Figure 4.

Glycolysis and OxPhos are both required for bacterial proliferation in epithelial cells, glycolysis being also required for the initiation of infection. A2EN cells were infected with CTDm and treated with indicated concentrations of GNE-140 (A), oligomycin (B), or phenformin (C) for 48 h. Cells were lysed and bacterial IFU were determined by reinfecting fresh HeLa cells as described in the Experimental procedures. D, A2EN cells were infected with CTDm and treated with indicated concentrations of oligomycin or phenformin for 48 h. Cells were lysed for DNA extraction and samples were analyzed by qPCR. Bacterial load was determined by quantifying the bacterial glgA gene and normalizing it to cell number using the 36B4 gene.

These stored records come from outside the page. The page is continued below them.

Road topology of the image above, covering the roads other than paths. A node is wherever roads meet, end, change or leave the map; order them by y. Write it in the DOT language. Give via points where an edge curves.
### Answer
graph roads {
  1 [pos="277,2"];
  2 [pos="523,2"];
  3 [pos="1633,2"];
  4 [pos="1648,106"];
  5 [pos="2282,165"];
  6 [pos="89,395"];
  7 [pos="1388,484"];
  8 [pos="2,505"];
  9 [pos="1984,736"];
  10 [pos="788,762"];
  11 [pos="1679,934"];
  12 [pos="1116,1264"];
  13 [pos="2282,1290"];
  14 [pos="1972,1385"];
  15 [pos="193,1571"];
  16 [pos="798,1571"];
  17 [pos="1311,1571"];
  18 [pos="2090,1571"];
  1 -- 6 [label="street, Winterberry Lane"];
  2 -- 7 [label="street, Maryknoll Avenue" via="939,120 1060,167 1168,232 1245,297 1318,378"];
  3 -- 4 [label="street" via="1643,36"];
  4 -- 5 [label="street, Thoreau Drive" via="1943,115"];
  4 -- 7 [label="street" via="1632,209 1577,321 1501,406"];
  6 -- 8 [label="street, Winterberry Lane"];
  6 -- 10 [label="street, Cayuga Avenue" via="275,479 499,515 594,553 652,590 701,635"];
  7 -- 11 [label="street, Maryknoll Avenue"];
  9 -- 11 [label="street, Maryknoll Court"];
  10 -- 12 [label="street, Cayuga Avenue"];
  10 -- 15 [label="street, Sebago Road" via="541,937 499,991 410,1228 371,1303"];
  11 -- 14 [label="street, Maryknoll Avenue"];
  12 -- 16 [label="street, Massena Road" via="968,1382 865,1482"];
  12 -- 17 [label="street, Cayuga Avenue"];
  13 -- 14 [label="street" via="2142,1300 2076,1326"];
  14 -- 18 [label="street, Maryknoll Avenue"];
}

A2EN (E and G) or primary cells (F) were infected for 24 h in the presence of the indicated concentration of drug before being fixed and analyzed by flow cytometry to determine the percentage of infected cells. A2EN cells were infected at MOI 20 with CTDm and treated or not with GNE-140 (H) or oligomycin (I). Cells were fixed 6 hpi, then permeabilized before immunostaining with anti-Cap1 followed with Alexa488-conjugated secondary antibodies. DNA is stained with Hoechst. J and K, HeLa cells were infected with CTDm and treated 12 hpi with indicated concentrations of GNE-140 (J) or oligomycin (K) before IFU were determined 48 hpi, as described in the Experimental procedures. The results of 3 independent experiments and the mean are displayed. For each panel, the results of 3 or 4 independent experiments and the mean are displayed. Significance is defined as: ns (not significant) p > 0.05; (∗) = p ≤ 0.05; (∗∗) = p ≤ 0.01; (∗∗∗) = p ≤ 0.001; (∗∗∗∗) = p ≤ 0.0001. CTD, C. trachomatis serovar D; hpi, hours postinfection; IFU, infection forming unit; OxPhos, oxidative phosphorylation; qPCR, quantitative PCR.